§ Extracted data entries:

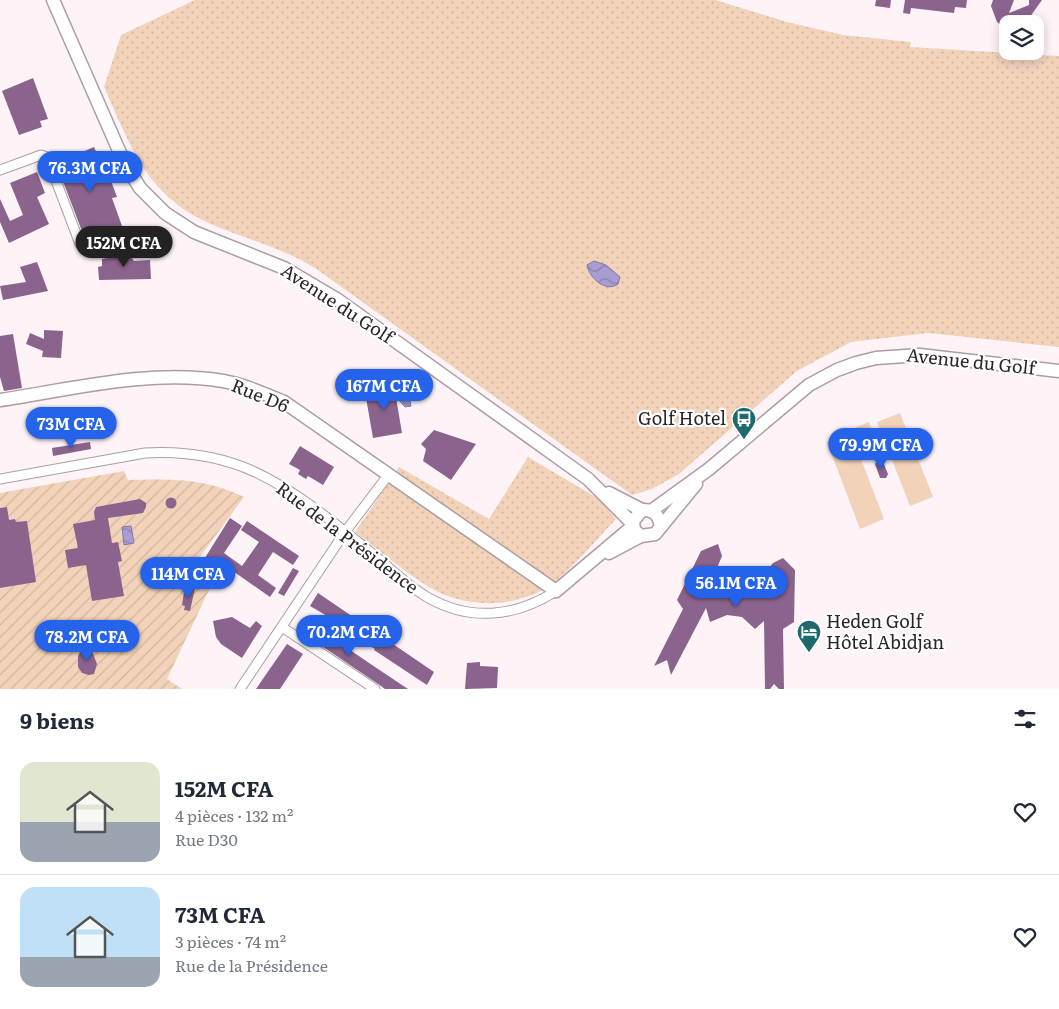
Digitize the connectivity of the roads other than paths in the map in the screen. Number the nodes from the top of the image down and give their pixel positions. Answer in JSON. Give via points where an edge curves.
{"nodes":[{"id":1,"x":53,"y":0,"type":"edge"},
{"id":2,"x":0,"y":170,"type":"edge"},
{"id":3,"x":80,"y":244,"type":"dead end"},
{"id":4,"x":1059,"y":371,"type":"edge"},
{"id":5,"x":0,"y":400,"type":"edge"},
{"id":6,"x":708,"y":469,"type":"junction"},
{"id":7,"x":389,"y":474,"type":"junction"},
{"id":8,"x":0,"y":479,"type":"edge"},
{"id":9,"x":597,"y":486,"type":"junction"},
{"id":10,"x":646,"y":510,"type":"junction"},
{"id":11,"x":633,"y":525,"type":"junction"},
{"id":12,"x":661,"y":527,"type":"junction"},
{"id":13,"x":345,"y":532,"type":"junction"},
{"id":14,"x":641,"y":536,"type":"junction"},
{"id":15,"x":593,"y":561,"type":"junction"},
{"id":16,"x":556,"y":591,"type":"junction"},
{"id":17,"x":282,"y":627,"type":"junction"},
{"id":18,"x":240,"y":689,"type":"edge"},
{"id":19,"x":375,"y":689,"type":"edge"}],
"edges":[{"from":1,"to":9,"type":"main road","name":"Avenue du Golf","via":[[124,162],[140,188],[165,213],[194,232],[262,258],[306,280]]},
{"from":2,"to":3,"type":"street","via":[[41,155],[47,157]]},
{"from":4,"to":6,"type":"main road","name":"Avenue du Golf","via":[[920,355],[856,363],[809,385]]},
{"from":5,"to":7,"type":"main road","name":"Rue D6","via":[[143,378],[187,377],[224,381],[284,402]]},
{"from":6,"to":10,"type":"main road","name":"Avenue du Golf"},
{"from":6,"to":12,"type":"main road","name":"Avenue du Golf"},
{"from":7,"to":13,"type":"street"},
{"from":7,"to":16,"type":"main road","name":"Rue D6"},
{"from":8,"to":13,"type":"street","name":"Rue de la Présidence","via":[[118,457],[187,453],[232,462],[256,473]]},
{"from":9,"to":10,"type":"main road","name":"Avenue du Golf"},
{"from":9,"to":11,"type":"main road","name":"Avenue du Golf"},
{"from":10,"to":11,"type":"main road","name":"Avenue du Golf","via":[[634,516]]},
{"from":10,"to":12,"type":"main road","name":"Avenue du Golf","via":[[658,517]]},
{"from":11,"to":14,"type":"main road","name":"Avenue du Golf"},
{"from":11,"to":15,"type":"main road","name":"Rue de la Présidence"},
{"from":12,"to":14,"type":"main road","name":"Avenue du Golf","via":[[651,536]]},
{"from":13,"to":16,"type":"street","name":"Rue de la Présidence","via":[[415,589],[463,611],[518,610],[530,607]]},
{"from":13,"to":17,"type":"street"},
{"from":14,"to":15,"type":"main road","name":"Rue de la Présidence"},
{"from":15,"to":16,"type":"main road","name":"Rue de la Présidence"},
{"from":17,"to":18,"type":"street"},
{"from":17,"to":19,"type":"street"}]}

§ WHAT TO PRODUCE: Lines with "Avenue" in them are what the answer must contain; copy each from the records above.

§ ANSWER SPACE:
"edges":[{"from":1,"to":9,"type":"main road","name":"Avenue du Golf","via":[[124,162],[140,188],[165,213],[194,232],[262,258],[306,280]]},
{"from":4,"to":6,"type":"main road","name":"Avenue du Golf","via":[[920,355],[856,363],[809,385]]},
{"from":6,"to":10,"type":"main road","name":"Avenue du Golf"},
{"from":6,"to":12,"type":"main road","name":"Avenue du Golf"},
{"from":9,"to":10,"type":"main road","name":"Avenue du Golf"},
{"from":9,"to":11,"type":"main road","name":"Avenue du Golf"},
{"from":10,"to":11,"type":"main road","name":"Avenue du Golf","via":[[634,516]]},
{"from":10,"to":12,"type":"main road","name":"Avenue du Golf","via":[[658,517]]},
{"from":11,"to":14,"type":"main road","name":"Avenue du Golf"},
{"from":12,"to":14,"type":"main road","name":"Avenue du Golf","via":[[651,536]]},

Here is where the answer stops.